Calibration of individual-based models to epidemiological data: a systematic review

Individual-based models (IBMs) informing public health policy should be calibrated to data and provide estimates of uncertainty. Two main components of model-calibration methods are the parameter-search strategy and the goodness-of-fit (GOF) measure; many options exist for each of these. This review provides an overview of the calibration methods used in IBMs modelling infectious disease spread. We identified articles on PubMed employing simulation-based methods to calibrate IBMs in HIV, tuberculosis, and malaria epidemiology that were published between 2013 and 2018. Articles were included if models stored individual-specific information, and calibration involved comparing model output to population-level targets. We extracted information on parameter-search strategies and GOF measures. We also recorded the reporting of model validation. The PubMed search identified 653 candidate articles, of which 84 met the criteria for review. Of the included articles, 40 (48%) combined a quantitative measure of GOF with an algorithmic parameter-search strategy, which was an optimisation algorithm (14 articles) or a sampling algorithm (26 articles). These 40 articles varied widely in their choices of parameter-search strategies and GOF measures.
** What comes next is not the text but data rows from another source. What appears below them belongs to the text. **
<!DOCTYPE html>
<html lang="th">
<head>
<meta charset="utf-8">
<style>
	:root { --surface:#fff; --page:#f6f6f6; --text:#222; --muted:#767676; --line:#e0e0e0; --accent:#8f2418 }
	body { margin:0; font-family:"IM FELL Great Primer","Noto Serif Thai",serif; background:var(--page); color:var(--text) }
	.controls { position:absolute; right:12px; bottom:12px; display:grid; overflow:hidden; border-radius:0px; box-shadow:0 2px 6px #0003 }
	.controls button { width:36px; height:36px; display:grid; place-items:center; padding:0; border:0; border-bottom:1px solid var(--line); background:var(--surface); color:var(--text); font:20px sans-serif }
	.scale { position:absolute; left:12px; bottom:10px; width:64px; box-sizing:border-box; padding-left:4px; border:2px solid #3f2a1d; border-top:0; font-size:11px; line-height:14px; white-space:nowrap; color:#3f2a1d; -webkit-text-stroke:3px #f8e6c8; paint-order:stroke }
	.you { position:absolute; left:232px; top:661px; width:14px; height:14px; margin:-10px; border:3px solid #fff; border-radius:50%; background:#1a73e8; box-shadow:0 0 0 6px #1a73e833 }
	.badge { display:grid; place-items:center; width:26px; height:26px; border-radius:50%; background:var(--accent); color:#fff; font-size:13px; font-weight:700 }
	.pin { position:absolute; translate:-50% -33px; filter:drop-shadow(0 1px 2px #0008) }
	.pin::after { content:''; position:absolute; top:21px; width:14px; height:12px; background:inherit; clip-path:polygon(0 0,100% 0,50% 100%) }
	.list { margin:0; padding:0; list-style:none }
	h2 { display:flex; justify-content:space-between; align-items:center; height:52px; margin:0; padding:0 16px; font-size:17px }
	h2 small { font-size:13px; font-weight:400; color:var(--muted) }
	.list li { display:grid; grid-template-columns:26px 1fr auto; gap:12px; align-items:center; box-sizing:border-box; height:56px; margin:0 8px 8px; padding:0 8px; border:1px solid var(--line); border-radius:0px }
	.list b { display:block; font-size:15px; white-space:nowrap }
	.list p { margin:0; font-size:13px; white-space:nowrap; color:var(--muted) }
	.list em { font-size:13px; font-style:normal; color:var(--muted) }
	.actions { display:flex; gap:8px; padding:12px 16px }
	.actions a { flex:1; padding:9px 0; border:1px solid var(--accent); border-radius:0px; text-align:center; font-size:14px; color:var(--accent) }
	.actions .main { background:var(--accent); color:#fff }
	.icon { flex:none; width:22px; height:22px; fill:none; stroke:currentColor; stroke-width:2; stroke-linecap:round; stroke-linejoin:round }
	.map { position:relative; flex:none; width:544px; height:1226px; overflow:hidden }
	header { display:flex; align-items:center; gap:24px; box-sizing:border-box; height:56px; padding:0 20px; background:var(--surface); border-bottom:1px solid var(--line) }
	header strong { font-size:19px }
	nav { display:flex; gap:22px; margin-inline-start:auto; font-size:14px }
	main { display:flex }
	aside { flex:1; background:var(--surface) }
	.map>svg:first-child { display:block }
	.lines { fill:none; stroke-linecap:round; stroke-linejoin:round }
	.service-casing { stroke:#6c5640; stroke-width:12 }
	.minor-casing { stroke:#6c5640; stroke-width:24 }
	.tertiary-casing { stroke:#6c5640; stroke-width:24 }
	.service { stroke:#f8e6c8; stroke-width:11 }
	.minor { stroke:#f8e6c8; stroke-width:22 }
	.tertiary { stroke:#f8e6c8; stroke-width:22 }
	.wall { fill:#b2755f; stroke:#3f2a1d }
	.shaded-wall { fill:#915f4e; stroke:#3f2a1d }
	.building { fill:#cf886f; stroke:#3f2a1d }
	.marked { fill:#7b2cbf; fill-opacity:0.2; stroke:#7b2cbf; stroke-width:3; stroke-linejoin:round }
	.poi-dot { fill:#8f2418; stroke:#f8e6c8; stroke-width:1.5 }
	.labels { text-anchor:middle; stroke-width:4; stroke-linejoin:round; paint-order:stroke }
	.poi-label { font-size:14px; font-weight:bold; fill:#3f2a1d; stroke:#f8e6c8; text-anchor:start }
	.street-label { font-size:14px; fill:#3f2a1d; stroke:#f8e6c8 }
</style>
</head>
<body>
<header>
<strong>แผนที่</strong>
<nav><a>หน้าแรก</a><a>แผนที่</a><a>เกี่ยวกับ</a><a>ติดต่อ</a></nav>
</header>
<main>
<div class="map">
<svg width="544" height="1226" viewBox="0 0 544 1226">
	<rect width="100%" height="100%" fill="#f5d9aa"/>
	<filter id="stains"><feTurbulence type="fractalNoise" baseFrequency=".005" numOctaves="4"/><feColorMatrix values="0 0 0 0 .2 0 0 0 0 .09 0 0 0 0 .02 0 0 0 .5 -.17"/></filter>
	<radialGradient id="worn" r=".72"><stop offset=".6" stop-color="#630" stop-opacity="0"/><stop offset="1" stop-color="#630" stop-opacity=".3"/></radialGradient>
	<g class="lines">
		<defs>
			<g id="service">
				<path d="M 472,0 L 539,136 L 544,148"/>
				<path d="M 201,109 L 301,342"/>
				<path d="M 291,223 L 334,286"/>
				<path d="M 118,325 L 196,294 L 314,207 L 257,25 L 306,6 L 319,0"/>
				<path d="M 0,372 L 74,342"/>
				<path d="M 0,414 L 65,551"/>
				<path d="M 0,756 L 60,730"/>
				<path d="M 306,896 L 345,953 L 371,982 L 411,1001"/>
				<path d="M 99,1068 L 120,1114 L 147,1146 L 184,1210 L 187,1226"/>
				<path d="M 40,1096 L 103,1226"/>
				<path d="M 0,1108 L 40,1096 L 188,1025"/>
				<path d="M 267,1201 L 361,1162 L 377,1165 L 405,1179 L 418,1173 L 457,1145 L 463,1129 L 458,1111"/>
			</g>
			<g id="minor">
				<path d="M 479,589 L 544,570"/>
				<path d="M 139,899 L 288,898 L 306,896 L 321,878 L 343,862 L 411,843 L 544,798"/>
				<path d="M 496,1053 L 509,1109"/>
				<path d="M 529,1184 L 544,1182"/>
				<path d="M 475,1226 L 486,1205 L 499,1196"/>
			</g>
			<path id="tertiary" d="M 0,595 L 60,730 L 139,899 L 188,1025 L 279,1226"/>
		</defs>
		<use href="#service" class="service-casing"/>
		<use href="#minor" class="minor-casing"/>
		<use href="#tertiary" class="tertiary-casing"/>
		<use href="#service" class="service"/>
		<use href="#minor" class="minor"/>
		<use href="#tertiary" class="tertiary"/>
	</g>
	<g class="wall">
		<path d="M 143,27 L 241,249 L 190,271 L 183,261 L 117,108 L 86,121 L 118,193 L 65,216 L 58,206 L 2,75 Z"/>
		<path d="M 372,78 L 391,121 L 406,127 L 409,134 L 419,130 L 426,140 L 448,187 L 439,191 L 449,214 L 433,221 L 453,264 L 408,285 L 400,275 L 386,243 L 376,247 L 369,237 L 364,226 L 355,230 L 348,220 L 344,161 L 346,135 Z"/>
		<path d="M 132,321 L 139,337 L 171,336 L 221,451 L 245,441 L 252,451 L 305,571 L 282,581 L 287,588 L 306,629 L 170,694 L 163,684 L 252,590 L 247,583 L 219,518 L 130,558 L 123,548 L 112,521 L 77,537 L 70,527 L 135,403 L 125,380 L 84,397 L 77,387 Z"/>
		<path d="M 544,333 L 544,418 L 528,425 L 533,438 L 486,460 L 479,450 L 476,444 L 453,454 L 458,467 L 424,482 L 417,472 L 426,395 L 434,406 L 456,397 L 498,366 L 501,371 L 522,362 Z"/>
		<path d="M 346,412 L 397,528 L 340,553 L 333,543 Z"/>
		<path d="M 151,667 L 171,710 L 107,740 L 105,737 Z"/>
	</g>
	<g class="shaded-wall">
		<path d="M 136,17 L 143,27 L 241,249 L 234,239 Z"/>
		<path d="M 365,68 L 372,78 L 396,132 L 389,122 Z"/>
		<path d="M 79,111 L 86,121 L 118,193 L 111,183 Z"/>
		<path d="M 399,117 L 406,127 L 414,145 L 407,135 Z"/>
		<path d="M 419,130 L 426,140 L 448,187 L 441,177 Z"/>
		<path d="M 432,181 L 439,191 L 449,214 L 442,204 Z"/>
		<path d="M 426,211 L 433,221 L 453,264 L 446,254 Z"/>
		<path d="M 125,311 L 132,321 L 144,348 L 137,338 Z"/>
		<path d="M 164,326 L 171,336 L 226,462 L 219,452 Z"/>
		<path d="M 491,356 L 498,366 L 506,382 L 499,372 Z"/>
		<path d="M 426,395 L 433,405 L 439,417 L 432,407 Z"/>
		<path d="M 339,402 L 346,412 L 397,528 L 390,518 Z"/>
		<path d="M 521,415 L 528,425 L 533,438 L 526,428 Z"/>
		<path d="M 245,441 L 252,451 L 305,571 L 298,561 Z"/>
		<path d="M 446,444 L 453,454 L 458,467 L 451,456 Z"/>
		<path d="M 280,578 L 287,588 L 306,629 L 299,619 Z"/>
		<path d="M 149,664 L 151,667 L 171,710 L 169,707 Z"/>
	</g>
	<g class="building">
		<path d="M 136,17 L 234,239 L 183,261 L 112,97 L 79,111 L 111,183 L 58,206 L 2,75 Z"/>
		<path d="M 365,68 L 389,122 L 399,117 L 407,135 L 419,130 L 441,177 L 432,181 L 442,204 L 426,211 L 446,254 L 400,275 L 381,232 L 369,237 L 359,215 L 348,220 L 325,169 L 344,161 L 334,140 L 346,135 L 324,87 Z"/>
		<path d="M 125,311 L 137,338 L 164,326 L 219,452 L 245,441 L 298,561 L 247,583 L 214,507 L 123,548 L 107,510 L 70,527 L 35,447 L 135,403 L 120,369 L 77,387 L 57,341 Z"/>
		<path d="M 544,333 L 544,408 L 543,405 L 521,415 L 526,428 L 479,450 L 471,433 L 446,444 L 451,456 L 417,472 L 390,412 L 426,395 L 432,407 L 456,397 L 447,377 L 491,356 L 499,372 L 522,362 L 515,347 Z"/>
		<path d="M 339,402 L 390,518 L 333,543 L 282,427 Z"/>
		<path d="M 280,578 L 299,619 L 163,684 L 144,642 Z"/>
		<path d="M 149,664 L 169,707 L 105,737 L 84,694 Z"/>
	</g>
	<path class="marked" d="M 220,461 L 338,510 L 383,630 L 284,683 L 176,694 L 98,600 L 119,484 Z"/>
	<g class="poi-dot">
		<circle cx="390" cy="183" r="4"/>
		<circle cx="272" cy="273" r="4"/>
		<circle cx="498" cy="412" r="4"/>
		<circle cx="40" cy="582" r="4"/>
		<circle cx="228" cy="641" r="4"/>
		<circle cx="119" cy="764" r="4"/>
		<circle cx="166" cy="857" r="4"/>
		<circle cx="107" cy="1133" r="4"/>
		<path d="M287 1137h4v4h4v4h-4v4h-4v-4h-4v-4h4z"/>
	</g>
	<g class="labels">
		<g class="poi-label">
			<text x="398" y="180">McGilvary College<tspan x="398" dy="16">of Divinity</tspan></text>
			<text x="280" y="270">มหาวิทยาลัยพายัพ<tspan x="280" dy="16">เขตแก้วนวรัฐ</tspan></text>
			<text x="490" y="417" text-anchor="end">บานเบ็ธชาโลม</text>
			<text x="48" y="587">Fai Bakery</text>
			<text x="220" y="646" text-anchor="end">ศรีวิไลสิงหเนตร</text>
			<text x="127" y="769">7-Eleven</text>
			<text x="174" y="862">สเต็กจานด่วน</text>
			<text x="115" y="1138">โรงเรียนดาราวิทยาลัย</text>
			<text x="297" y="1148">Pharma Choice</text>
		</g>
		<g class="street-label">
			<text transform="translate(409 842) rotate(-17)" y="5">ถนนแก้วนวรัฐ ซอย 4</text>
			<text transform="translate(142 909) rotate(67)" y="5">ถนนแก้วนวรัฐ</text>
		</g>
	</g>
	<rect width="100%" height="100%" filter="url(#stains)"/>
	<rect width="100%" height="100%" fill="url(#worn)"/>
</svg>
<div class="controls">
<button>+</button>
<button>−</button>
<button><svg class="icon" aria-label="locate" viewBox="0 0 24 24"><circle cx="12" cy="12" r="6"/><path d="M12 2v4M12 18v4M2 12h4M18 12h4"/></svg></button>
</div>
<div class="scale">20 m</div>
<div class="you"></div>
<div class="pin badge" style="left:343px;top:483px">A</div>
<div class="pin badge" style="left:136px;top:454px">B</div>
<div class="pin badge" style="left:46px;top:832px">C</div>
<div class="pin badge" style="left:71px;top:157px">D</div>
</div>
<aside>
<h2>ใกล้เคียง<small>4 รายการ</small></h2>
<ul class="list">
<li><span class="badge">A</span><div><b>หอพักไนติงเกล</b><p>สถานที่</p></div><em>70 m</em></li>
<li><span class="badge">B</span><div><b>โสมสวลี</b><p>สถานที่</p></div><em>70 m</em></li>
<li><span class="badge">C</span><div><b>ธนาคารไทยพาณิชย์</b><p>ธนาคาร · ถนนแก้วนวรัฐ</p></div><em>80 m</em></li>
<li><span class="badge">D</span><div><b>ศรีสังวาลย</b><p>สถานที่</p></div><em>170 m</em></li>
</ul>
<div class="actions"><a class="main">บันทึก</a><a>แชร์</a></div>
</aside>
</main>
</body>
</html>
For the remaining 44 articles, the parameter-search strategy could either not be identified (32 articles) or was described as an informal, non-reproducible method (12 articles). Of these 44 articles, the majority (25 articles) were unclear about the GOF measure used; of the rest, only five quantitatively evaluated GOF. Thirty-two (38%) articles reported on model validation. Less than half of the articles reviewed used algorithmic parameter-search strategies. Only one-third of articles quantified the uncertainty around calibrated parameter values and could incorporate this uncertainty into their model projections. There was no consensus on which algorithmic calibration method to use. Only 38% of the articles performed model validation. The adoption of better-documented algorithmic calibration and validation methods could improve both the reproducibility and the quality of inference in model-based epidemiology.